それが「雪がふるがふるがふる」までいくと、もう「ふるがふるがふる」は独り歩きして、雪が降り続いては降り積もるオノマトペのように感じられてくる。
そして最後に置かれた〈靴めりこみ〉でまた景が浮かぶのだが、「雪がふる」が解体し、雪がふるという言葉となって降り積もって、だけど靴が雪にめり込んだ時の音や冷たさの記憶はよみがえってきて、言葉が光景に再結晶していく俳句の詩的な過程の面白さを、一句の中でコマ送りのように味わった。

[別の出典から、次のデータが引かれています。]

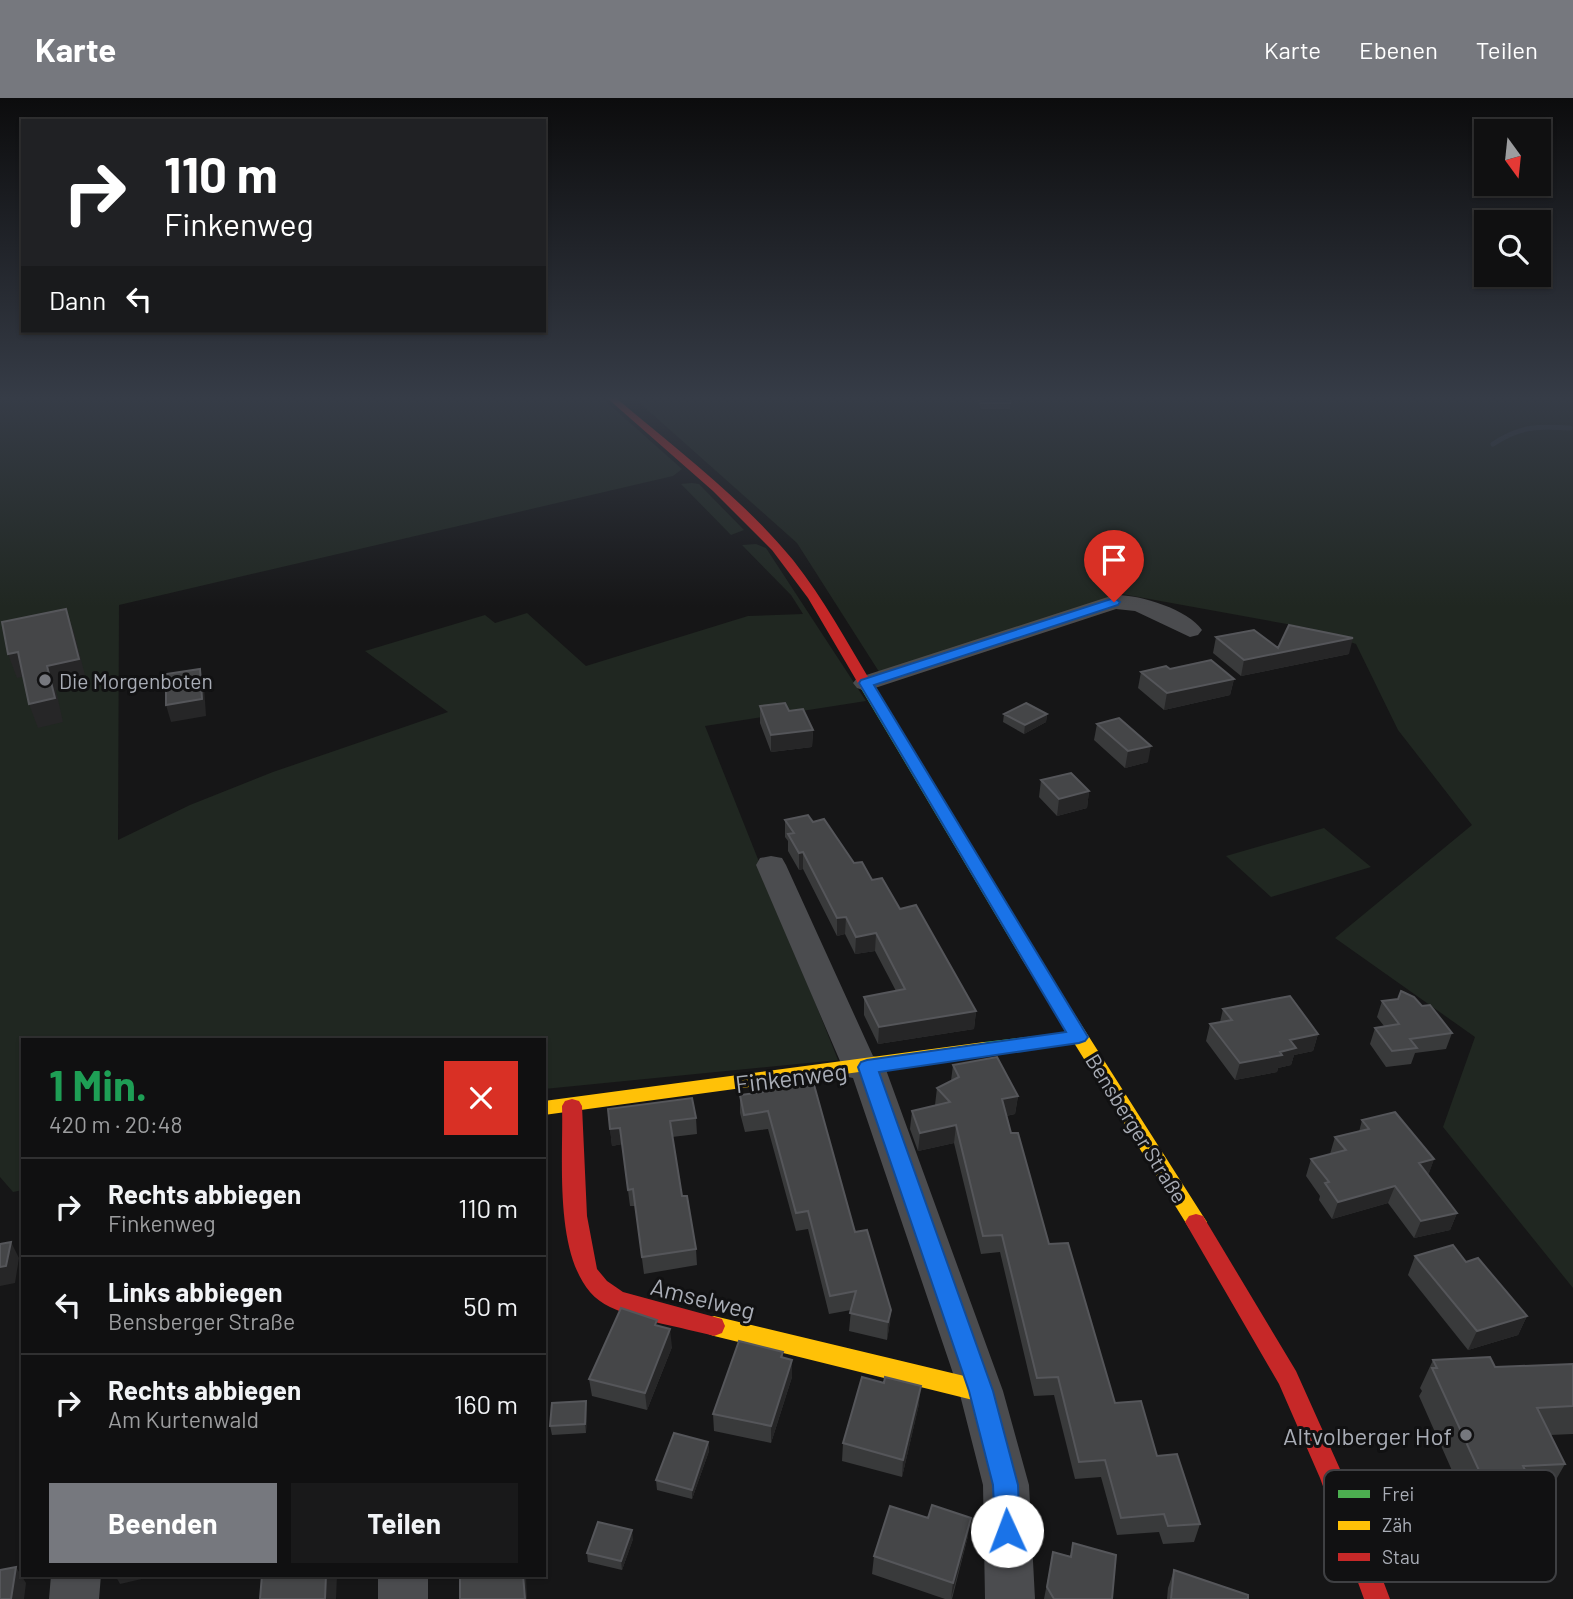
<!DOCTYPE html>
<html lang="de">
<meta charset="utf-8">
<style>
body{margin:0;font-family:Barlow,sans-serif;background:#19191a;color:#f1f3f6;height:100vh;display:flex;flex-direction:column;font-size:26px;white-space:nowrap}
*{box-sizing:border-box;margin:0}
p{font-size:23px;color:#9c9d9f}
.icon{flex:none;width:38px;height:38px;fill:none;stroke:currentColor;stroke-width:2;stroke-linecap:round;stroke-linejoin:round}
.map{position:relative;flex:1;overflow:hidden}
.details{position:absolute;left:21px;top:940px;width:525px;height:539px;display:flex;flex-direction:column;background:#101011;border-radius:0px;box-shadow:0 2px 5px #0004,0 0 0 2px #303031}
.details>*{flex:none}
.top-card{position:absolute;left:21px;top:21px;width:525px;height:214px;border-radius:0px;box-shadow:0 2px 5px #0004,0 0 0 2px #303031;background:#202124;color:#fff;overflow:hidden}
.needle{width:46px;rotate:165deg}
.fabs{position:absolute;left:1474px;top:21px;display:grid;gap:14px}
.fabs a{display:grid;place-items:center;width:77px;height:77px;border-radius:0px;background:#101011;box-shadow:0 2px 5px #0004,0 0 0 2px #303031;font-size:35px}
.pin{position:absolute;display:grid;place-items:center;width:60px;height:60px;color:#fff;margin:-72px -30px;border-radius:50% 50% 50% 0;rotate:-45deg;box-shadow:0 0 7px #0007}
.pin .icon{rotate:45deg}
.me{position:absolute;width:77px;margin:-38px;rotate:358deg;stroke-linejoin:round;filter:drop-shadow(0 0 5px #0008)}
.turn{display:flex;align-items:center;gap:24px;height:147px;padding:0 28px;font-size:32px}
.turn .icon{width:91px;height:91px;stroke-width:2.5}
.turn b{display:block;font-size:49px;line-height:60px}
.then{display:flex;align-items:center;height:66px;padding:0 28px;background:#0003;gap:14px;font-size:26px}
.round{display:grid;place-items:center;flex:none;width:74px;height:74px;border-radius:0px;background:#19191a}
.head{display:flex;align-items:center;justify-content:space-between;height:119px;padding:0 28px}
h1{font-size:42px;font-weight:700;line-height:52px;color:#1e9e55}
.action{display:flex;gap:14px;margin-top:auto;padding:14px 28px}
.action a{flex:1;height:80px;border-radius:0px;background:#76787e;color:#fff;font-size:28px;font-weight:700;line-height:80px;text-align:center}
.action a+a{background:#19191a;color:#f1f3f6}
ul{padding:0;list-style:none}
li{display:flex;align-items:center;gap:21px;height:98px;padding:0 28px;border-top:2px solid #303031}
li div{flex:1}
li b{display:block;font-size:26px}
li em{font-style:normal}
header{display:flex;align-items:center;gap:42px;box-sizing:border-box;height:98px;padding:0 35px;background:#76787e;color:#fff}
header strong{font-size:33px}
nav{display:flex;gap:38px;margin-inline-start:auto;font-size:24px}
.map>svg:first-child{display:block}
.green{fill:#202721}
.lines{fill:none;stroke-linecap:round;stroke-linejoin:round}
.stream{stroke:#2e353b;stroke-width:5}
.street{fill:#4b4c4f;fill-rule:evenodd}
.fast{fill:#4caf50;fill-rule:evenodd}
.slow{fill:#ffc107;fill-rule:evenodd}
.jam{fill:#c62828;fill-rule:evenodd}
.wall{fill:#393a3b}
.shaded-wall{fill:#262627}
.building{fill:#454648;stroke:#55565a;stroke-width:2}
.route{fill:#1a73e8;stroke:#114b97;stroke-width:2}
.poi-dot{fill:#76787e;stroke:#111112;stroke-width:2.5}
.labels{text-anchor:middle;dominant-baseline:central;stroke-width:6;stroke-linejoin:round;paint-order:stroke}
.poi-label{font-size:21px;fill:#a9adb6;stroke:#111112;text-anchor:start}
.street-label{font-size:21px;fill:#a9adb6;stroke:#111112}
.near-street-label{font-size:24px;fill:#a9adb6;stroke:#111112}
.near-poi-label{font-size:24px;fill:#a9adb6;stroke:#111112;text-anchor:end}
.key{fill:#111112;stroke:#3f4043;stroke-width:2}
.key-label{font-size:19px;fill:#a9adb6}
</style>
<header>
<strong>Karte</strong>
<nav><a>Karte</a><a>Ebenen</a><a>Teilen</a></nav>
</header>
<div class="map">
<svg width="1573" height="1501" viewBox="0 0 1573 1501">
<rect width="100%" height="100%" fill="#161617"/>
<path class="green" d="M0,299H601L682,371L673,378L119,507L118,742L190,707L273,674L448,614L365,553L485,517L495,525L527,515L586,568L748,518L803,516L791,497L742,447L756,446L766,450L866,603L705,628L838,962L544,991V942H23V1092L13,1094L0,1079Z
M633,299H1573V1190L1443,1029L1475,939L1335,840L1472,727L1398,632L1356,546L1309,530L1122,496L952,561L883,580L797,445Z
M692,385L699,386L744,432L731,437L681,386Z
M1324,730L1371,769L1271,799L1226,758Z"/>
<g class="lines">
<path class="stream" d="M1493,346C1520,328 1538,328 1570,330"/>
<path class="street" d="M1114,497C1138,496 1188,511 1202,532L1198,537L1190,539L1135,513L1116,511L875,590L866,593L857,590L853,585L857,580Z
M771,758L782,760L786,767L873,958L880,960L885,969L1003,1293L1029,1387L1035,1501H985L983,1387L959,1293L853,980L848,979L843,970L756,767L760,760Z
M51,1477H101L99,1501H49Z
M378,1477H428V1501H378Z"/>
<path class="fast" d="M867,585L874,589L1038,858L1035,862H1023L1020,858L860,589Z
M1078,933L1085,934L1087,939L1085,944L984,958L977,956L975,951L977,946L984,944Z"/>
<path class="slow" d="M1029,852L1035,854L1203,1118L1207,1124L1203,1130L1196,1132L1189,1130L1020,858L1023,854Z
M984,944L991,946L993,951L991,956L544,1017V1003Z
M714,1218L981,1282L989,1286L993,1293L989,1300L981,1304L714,1238L706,1235L703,1228L706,1221Z"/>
<path class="jam" d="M606,299H615C676,351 742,400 793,462C824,501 848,546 874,589L872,592H862L808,500L772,452L713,393Z
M572,1001L579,1003L582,1008L587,1118L597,1171L607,1183L623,1194L722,1221L725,1228L722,1235L714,1238C681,1229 640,1223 610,1209C550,1182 564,1062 562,1008L565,1003Z
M1196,1116L1203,1118L1296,1273L1344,1380L1390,1501H1364L1320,1380L1279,1286L1185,1124L1189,1118Z"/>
</g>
<path class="wall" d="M977,299H1008L1010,305V311H981Z
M1216,539L1278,550L1349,556L1241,578L1213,555Z
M1170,571L1234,581L1230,597L1164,612L1138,590L1141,574Z
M760,608L789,613L813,632L812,649L771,654L760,625Z
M1004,616H1047L1046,624L1024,636L1003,624Z
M1097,626L1148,664L1125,670L1094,642Z
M1041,682L1089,693L1087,710L1057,718L1039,699Z
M785,722L813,724L854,765L872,782L900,811L976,913L974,931L878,946L864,917V899L896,893L875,853L855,856L845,836L837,838L803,771L799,772L788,753V743L785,739Z
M1382,903L1422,908L1452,935L1446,951L1415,955L1411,966L1386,969L1370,946L1375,930L1384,928L1377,919Z
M1223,911L1318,936L1313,953L1294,957L1291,967L1278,970L1277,974L1235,982L1206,943L1210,926L1220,924Z
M953,967L1018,998L1015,1016L1006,1018L1011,1035L1049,1146L1115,1305L1157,1358L1200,1426L1194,1444L1163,1446L1159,1434L1117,1437L1101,1379L1075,1381L1054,1297L1034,1298L1000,1154L981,1156L954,1045L918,1053L910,1031L912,1013L935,1007L937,990L951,983Z
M760,983L855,1134L891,1212L889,1230L887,1242L849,1233L851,1212L829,1216L808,1131L796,1133L768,1031L745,1034L740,1015V997L760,994Z
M608,1011L696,1020L697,1036L672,1039L682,1098L696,1151L697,1167L644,1176L635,1108H630L622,1046L612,1048Z
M1362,1022L1434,1061L1428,1077L1457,1115L1450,1132L1414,1140L1388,1105L1332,1121L1319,1102L1320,1098L1306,1078L1311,1061L1330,1056L1335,1039L1359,1034Z
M1415,1158L1466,1164L1527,1218L1518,1237L1468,1252L1408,1177Z
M657,1228L672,1249L647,1312L592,1298L589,1281Z
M783,1254V1259L792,1279L771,1345L714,1333L713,1316Z
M1433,1262L1495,1269L1573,1266V1336L1550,1337L1565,1366L1549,1394H1531L1518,1417L1473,1420L1419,1298L1422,1293L1420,1290Z
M884,1285L919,1306L902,1379L842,1363L843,1345Z
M587,1312L586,1335L552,1337L550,1328Z
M708,1344L709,1353L692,1401L657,1392L656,1382Z
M968,1438L952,1501H945L872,1476L874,1458Z
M633,1441L622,1472L588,1464L587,1455Z
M1073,1445L1112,1501H1044L1053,1454L1070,1458Z
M1174,1472L1248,1501H1167L1168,1490Z"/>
<path class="shaded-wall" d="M66,511L74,534L87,585L56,592L63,624L38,630L29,606L47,568Z
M1353,540L1349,556L1241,578L1244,562Z
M18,554L27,578L17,580L8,556Z
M200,571L204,587L206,618L171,624L166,607Z
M1234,581L1230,597L1164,612L1167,595Z
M1047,616L1046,624L1024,636L1025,627Z
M813,632L812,649L771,654V637Z
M1151,648L1148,664L1125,670L1128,653Z
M1089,693L1087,710L1057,718L1059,701Z
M803,754V771L799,772V755Z
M846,819L845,836L837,838V820Z
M876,835L875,853L855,856L856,839Z
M976,913L974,931L878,946L879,929Z
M1318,936L1313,953L1294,957L1291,967L1278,970L1277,974L1235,982L1240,965L1280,954L1290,942Z
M1018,998L1015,1016L1000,1019L1002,1001Z
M956,1027L954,1045L918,1053L920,1035Z
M620,1030L622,1046L612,1048L610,1031Z
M1434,1061L1428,1078L1419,1065Z
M1395,1088L1388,1105L1332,1121L1338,1104Z
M1457,1115L1450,1132L1414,1140L1421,1123Z
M11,1144L19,1160L15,1185L0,1188V1169Z
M891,1212L889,1230L887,1242L888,1224Z
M1527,1218L1518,1237L1468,1252L1477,1233Z
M670,1231L672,1249L647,1312L645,1295Z
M792,1262V1279L771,1345V1328Z
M921,1288L919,1306L902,1379L903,1362Z
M586,1303L587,1312L586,1335L585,1326Z
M708,1344L709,1353L692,1401V1392Z
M971,1420L968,1438L951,1501L953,1485Z
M632,1432L633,1441L622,1472L621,1463Z
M16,1469L26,1485L24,1501H11Z
M115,1477H159L120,1486Z
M326,1477H337L336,1501H325Z
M523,1477H526L527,1501H525Z"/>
<path class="building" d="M980,299H1008L1010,305H981Z
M66,511L79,561L47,568L55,600L29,606L18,554L8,556L2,524Z
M1289,527L1353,540L1244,562L1216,539L1254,532L1278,550Z
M1211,562L1234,581L1167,595L1141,574L1166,568L1170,571Z
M200,571L202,601L166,607V576Z
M785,605L789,613L803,611L813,632L771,637L760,608Z
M1026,605L1047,616L1025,627L1004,616Z
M1119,620L1151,648L1128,653L1097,626Z
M1071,675L1089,693L1059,701L1041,682Z
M808,717L813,724L824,721L854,765L862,764L872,782L882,780L900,811L916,807L976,913L879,929L864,899L905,891L876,835L856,839L846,819L837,820L803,754L799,755L788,736L794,735L785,722Z
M1401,893L1414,899L1422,908L1430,907L1452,935L1410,941L1417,950L1392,953L1375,930L1399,926L1382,903L1398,901Z
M1290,898L1318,936L1290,942L1296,950L1280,954L1282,957L1240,965L1210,926L1232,922L1223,911Z
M997,959L1018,998L1002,1001L1011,1035H1018L1049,1146L1068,1145L1115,1305L1141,1303L1157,1358L1177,1356L1200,1426L1168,1428L1164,1416L1121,1420L1105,1362L1079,1364L1058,1279L1037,1280L1002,1137L983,1138L956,1027L920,1035L912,1013L950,1004L937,990L959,979L953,967Z
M811,976L855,1134L867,1132L891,1212L888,1224L850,1215L856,1193L830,1198L808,1113L796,1115L768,1013L744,1017L740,997L763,994L760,983Z
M692,1000L696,1020L670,1023L682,1098H687L696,1151L642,1159L633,1091L628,1092L620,1030L610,1031L608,1011Z
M1395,1014L1434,1061L1419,1065L1457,1115L1421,1123L1395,1088L1338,1104L1325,1085L1329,1084L1311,1061L1346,1052L1335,1039L1369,1031L1362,1022Z
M11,1144L6,1168L0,1169V1146Z
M1453,1147L1466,1164L1478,1160L1527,1218L1477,1233L1415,1158Z
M621,1210L657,1222L655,1227L670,1231L645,1295L589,1281Z
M739,1243L783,1254L781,1259L792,1262L771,1328L713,1316Z
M1490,1259L1495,1269L1573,1266V1308L1537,1310L1565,1366L1523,1368L1534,1390L1488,1392L1432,1270H1437L1433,1262Z
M862,1279L884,1285L885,1279L921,1288L903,1362L843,1345Z
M586,1303L585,1326L550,1328L552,1305Z
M674,1335L708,1344L692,1392L656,1382Z
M932,1407L971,1420L953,1485L874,1458L890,1408L928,1420Z
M598,1424L632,1432L621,1463L587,1455Z
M1073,1445L1116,1457L1112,1501H1054L1047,1489L1053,1454L1071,1459Z
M16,1469L11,1501H0V1472Z
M1174,1472L1248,1497V1501H1171Z
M262,1477H326L325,1501H260Z
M460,1477H523L525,1501H460Z"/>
<linearGradient id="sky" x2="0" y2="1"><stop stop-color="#0c0c0d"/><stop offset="0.59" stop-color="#363c47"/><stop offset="1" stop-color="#363c47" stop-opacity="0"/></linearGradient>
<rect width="1573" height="509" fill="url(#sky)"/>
<path class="route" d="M1114,500L1120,504L1118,507L874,587L1088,939L1085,943L1079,945L879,974L993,1293L1018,1387L1020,1433L1017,1442L1007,1445L998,1442L995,1433L993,1387L969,1293L858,969L861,964L867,962L1066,934L859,585L861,582Z"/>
<g class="poi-dot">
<circle cx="45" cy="582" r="7"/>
<circle cx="1466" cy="1337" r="7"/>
</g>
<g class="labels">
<g class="poi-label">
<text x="59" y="582">Die Morgenboten</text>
</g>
<g class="street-label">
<text transform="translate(1137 1030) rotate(58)">Bensberger Straße</text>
</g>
<g class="near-street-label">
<text transform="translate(791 979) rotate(-7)">Finkenweg</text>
<text transform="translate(703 1200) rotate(14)">Amselweg</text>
</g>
<g class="near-poi-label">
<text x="1452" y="1337">Altvolberger Hof</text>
</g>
</g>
<rect x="1324" y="1372" width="232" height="112" rx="10" class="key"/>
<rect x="1338" y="1392" width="32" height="8" fill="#4caf50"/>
<rect x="1338" y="1423" width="32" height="9" fill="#ffc107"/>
<rect x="1338" y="1455" width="32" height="8" fill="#c62828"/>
<g class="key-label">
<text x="1382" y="1403">Frei</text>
<text x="1382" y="1434">Zäh</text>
<text x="1382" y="1466">Stau</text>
</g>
</svg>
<div class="fabs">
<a><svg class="needle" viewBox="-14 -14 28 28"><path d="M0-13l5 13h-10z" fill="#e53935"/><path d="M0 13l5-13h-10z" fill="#9c9d9f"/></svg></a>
<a><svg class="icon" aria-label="search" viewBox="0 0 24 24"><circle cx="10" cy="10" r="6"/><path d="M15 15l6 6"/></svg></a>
</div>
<div class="pin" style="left:1114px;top:504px;background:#d93025"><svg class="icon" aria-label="arrive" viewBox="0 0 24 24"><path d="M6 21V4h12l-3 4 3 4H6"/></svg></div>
<svg class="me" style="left:1007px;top:1433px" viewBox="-20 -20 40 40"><circle r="19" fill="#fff"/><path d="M0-13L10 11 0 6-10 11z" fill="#1a73e8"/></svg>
<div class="top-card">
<div class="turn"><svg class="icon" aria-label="right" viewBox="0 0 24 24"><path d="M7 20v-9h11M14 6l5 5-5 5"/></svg><div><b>110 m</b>Finkenweg</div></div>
<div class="then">Dann<svg class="icon" aria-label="left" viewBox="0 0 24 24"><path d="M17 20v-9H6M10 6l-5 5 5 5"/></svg></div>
</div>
<section class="details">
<div class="head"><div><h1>1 Min.</h1><p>420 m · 20:48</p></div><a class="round" style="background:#d93025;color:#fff"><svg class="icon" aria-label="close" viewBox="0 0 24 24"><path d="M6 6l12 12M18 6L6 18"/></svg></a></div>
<ul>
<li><svg class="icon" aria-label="right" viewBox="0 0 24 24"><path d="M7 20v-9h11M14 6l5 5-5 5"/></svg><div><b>Rechts abbiegen</b><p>Finkenweg</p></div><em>110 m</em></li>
<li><svg class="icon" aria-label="left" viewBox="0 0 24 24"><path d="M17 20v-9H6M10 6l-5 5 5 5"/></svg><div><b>Links abbiegen</b><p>Bensberger Straße</p></div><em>50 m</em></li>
<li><svg class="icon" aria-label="right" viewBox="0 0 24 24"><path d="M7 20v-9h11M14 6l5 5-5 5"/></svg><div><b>Rechts abbiegen</b><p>Am Kurtenwald</p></div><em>160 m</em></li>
</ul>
<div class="action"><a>Beenden</a><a>Teilen</a></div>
</section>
</div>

『自生地』という句集自体が、句集を編集していく過程を私小説のようにして見せていく句文集というコンセプチュアルな1冊で、構造が面白い。
掲句を始め、繰り返し出てくる「小岱シオン」や「かまきり」と「かまきりもどき」などのモチーフによって、例えば「歳時記」は、その見た目からデノテーションなものと思いがちだけれど、コノテーションの塊なのだということを再認識して、私は目が(頭が?)洗われた思いがした。